### PROBLEM TO WORK ON
Each record must appear in the answer exactly as given.

[[ THE RECORDS open ]]

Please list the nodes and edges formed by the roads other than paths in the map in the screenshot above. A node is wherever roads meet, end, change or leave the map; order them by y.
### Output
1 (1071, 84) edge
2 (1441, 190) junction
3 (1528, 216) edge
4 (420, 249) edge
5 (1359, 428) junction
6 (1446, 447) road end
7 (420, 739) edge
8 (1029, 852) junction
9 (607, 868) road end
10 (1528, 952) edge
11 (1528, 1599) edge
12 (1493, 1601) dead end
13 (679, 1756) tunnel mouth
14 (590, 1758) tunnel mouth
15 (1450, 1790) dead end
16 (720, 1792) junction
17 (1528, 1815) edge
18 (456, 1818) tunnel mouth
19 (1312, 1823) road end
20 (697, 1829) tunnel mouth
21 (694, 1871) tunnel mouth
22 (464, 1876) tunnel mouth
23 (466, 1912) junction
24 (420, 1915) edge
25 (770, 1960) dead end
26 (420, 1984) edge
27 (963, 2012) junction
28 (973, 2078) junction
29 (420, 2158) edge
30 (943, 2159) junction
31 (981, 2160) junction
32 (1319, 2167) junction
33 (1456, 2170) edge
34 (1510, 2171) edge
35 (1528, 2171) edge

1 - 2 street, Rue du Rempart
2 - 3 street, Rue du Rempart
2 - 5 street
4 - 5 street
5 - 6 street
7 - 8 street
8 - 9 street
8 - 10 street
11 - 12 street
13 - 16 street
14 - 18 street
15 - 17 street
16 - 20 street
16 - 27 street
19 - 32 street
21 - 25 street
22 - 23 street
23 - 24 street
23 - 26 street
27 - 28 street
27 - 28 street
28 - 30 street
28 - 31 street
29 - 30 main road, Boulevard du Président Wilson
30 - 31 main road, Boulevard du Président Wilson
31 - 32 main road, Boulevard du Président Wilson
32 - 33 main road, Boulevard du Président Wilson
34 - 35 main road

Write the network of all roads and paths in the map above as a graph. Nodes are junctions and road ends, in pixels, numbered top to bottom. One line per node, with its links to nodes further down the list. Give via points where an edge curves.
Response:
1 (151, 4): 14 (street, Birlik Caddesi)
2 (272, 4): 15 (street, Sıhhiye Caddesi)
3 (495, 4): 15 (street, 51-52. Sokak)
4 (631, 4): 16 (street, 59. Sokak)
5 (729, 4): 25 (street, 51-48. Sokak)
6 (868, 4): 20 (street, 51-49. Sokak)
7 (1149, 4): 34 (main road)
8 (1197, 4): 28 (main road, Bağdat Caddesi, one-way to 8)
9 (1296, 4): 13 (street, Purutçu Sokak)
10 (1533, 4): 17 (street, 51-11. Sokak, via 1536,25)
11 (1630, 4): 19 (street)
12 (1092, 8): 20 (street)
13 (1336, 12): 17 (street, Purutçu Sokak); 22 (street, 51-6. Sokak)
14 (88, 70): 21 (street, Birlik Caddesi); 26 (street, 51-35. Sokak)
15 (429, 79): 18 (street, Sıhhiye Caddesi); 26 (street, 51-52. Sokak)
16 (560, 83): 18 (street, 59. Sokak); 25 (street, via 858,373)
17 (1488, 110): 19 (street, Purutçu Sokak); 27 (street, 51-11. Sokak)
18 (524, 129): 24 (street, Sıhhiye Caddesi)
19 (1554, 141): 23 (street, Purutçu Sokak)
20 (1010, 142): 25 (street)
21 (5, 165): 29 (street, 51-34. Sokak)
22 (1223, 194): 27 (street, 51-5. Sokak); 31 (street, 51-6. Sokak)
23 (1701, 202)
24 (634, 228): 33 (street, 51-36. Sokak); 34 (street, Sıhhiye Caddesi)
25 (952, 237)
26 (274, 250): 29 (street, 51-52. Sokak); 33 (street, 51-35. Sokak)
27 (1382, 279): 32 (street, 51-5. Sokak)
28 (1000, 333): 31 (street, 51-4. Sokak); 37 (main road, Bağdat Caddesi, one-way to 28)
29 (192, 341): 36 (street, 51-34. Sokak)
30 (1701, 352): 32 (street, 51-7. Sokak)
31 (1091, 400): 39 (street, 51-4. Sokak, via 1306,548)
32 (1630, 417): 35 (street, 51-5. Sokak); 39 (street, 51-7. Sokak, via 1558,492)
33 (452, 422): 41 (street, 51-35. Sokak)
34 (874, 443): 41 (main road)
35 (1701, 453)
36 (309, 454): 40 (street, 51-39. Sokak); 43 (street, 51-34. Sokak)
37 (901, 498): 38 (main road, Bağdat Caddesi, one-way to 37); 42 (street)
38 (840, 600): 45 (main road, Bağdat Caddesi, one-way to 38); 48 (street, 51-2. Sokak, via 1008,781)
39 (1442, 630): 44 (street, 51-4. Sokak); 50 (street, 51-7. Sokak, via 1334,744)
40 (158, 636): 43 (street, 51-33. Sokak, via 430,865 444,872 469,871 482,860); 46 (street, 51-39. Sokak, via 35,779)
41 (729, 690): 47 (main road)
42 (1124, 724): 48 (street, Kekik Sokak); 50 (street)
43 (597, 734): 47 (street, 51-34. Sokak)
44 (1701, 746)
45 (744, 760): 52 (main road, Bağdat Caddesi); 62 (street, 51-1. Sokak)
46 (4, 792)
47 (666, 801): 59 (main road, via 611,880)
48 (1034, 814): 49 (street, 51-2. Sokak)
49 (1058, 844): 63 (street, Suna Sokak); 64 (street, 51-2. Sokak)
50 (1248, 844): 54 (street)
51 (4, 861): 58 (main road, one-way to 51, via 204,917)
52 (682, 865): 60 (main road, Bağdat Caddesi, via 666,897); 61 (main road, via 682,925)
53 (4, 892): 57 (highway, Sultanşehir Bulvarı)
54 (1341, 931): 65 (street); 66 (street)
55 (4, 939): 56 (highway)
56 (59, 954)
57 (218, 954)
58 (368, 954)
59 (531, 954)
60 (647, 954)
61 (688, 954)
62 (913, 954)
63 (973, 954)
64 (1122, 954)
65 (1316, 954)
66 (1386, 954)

[[ THE RECORDS closed ]]

### ANSWER SECTION
Please list the nodes and edges formed by the roads other than paths in the map in the screenshot above. A node is wherever roads meet, end, change or leave the map; order them by y.
### Output
1 (1071, 84) edge
2 (1441, 190) junction
3 (1528, 216) edge
4 (420, 249) edge
5 (1359, 428) junction
6 (1446, 447) road end
7 (420, 739) edge
8 (1029, 852) junction
9 (607, 868) road end
10 (1528, 952) edge
11 (1528, 1599) edge
12 (1493, 1601) dead end
13 (679, 1756) tunnel mouth
14 (590, 1758) tunnel mouth
15 (1450, 1790) dead end
16 (720, 1792) junction
17 (1528, 1815) edge
18 (456, 1818) tunnel mouth
19 (1312, 1823) road end
20 (697, 1829) tunnel mouth
21 (694, 1871) tunnel mouth
22 (464, 1876) tunnel mouth
23 (466, 1912) junction
24 (420, 1915) edge
25 (770, 1960) dead end
26 (420, 1984) edge
27 (963, 2012) junction
28 (973, 2078) junction
29 (420, 2158) edge
30 (943, 2159) junction
31 (981, 2160) junction
32 (1319, 2167) junction
33 (1456, 2170) edge
34 (1510, 2171) edge
35 (1528, 2171) edge

1 - 2 street, Rue du Rempart
2 - 3 street, Rue du Rempart
2 - 5 street
4 - 5 street
5 - 6 street
7 - 8 street
8 - 9 street
8 - 10 street
11 - 12 street
13 - 16 street
14 - 18 street
15 - 17 street
16 - 20 street
16 - 27 street
19 - 32 street
21 - 25 street
22 - 23 street
23 - 24 street
23 - 26 street
27 - 28 street
27 - 28 street
28 - 30 street
28 - 31 street
29 - 30 main road, Boulevard du Président Wilson
30 - 31 main road, Boulevard du Président Wilson
31 - 32 main road, Boulevard du Président Wilson
32 - 33 main road, Boulevard du Président Wilson
34 - 35 main road

Write the network of all roads and paths in the map above as a graph. Nodes are junctions and road ends, in pixels, numbered top to bottom. One line per node, with its links to nodes further down the list. Give via points where an edge curves.
Response:
1 (151, 4): 14 (street, Birlik Caddesi)
2 (272, 4): 15 (street, Sıhhiye Caddesi)
3 (495, 4): 15 (street, 51-52. Sokak)
4 (631, 4): 16 (street, 59. Sokak)
5 (729, 4): 25 (street, 51-48. Sokak)
6 (868, 4): 20 (street, 51-49. Sokak)
7 (1149, 4): 34 (main road)
8 (1197, 4): 28 (main road, Bağdat Caddesi, one-way to 8)
9 (1296, 4): 13 (street, Purutçu Sokak)
10 (1533, 4): 17 (street, 51-11. Sokak, via 1536,25)
11 (1630, 4): 19 (street)
12 (1092, 8): 20 (street)
13 (1336, 12): 17 (street, Purutçu Sokak); 22 (street, 51-6. Sokak)
14 (88, 70): 21 (street, Birlik Caddesi); 26 (street, 51-35. Sokak)
15 (429, 79): 18 (street, Sıhhiye Caddesi); 26 (street, 51-52. Sokak)
16 (560, 83): 18 (street, 59. Sokak); 25 (street, via 858,373)
17 (1488, 110): 19 (street, Purutçu Sokak); 27 (street, 51-11. Sokak)
18 (524, 129): 24 (street, Sıhhiye Caddesi)
19 (1554, 141): 23 (street, Purutçu Sokak)
20 (1010, 142): 25 (street)
21 (5, 165): 29 (street, 51-34. Sokak)
22 (1223, 194): 27 (street, 51-5. Sokak); 31 (street, 51-6. Sokak)
23 (1701, 202)
24 (634, 228): 33 (street, 51-36. Sokak); 34 (street, Sıhhiye Caddesi)
25 (952, 237)
26 (274, 250): 29 (street, 51-52. Sokak); 33 (street, 51-35. Sokak)
27 (1382, 279): 32 (street, 51-5. Sokak)
28 (1000, 333): 31 (street, 51-4. Sokak); 37 (main road, Bağdat Caddesi, one-way to 28)
29 (192, 341): 36 (street, 51-34. Sokak)
30 (1701, 352): 32 (street, 51-7. Sokak)
31 (1091, 400): 39 (street, 51-4. Sokak, via 1306,548)
32 (1630, 417): 35 (street, 51-5. Sokak); 39 (street, 51-7. Sokak, via 1558,492)
33 (452, 422): 41 (street, 51-35. Sokak)
34 (874, 443): 41 (main road)
35 (1701, 453)
36 (309, 454): 40 (street, 51-39. Sokak); 43 (street, 51-34. Sokak)
37 (901, 498): 38 (main road, Bağdat Caddesi, one-way to 37); 42 (street)
38 (840, 600): 45 (main road, Bağdat Caddesi, one-way to 38); 48 (street, 51-2. Sokak, via 1008,781)
39 (1442, 630): 44 (street, 51-4. Sokak); 50 (street, 51-7. Sokak, via 1334,744)
40 (158, 636): 43 (street, 51-33. Sokak, via 430,865 444,872 469,871 482,860); 46 (street, 51-39. Sokak, via 35,779)
41 (729, 690): 47 (main road)
42 (1124, 724): 48 (street, Kekik Sokak); 50 (street)
43 (597, 734): 47 (street, 51-34. Sokak)
44 (1701, 746)
45 (744, 760): 52 (main road, Bağdat Caddesi); 62 (street, 51-1. Sokak)
46 (4, 792)
47 (666, 801): 59 (main road, via 611,880)
48 (1034, 814): 49 (street, 51-2. Sokak)
49 (1058, 844): 63 (street, Suna Sokak); 64 (street, 51-2. Sokak)
50 (1248, 844): 54 (street)
51 (4, 861): 58 (main road, one-way to 51, via 204,917)
52 (682, 865): 60 (main road, Bağdat Caddesi, via 666,897); 61 (main road, via 682,925)
53 (4, 892): 57 (highway, Sultanşehir Bulvarı)
54 (1341, 931): 65 (street); 66 (street)
55 (4, 939): 56 (highway)
56 (59, 954)
57 (218, 954)
58 (368, 954)
59 (531, 954)
60 (647, 954)
61 (688, 954)
62 (913, 954)
63 (973, 954)
64 (1122, 954)
65 (1316, 954)
66 (1386, 954)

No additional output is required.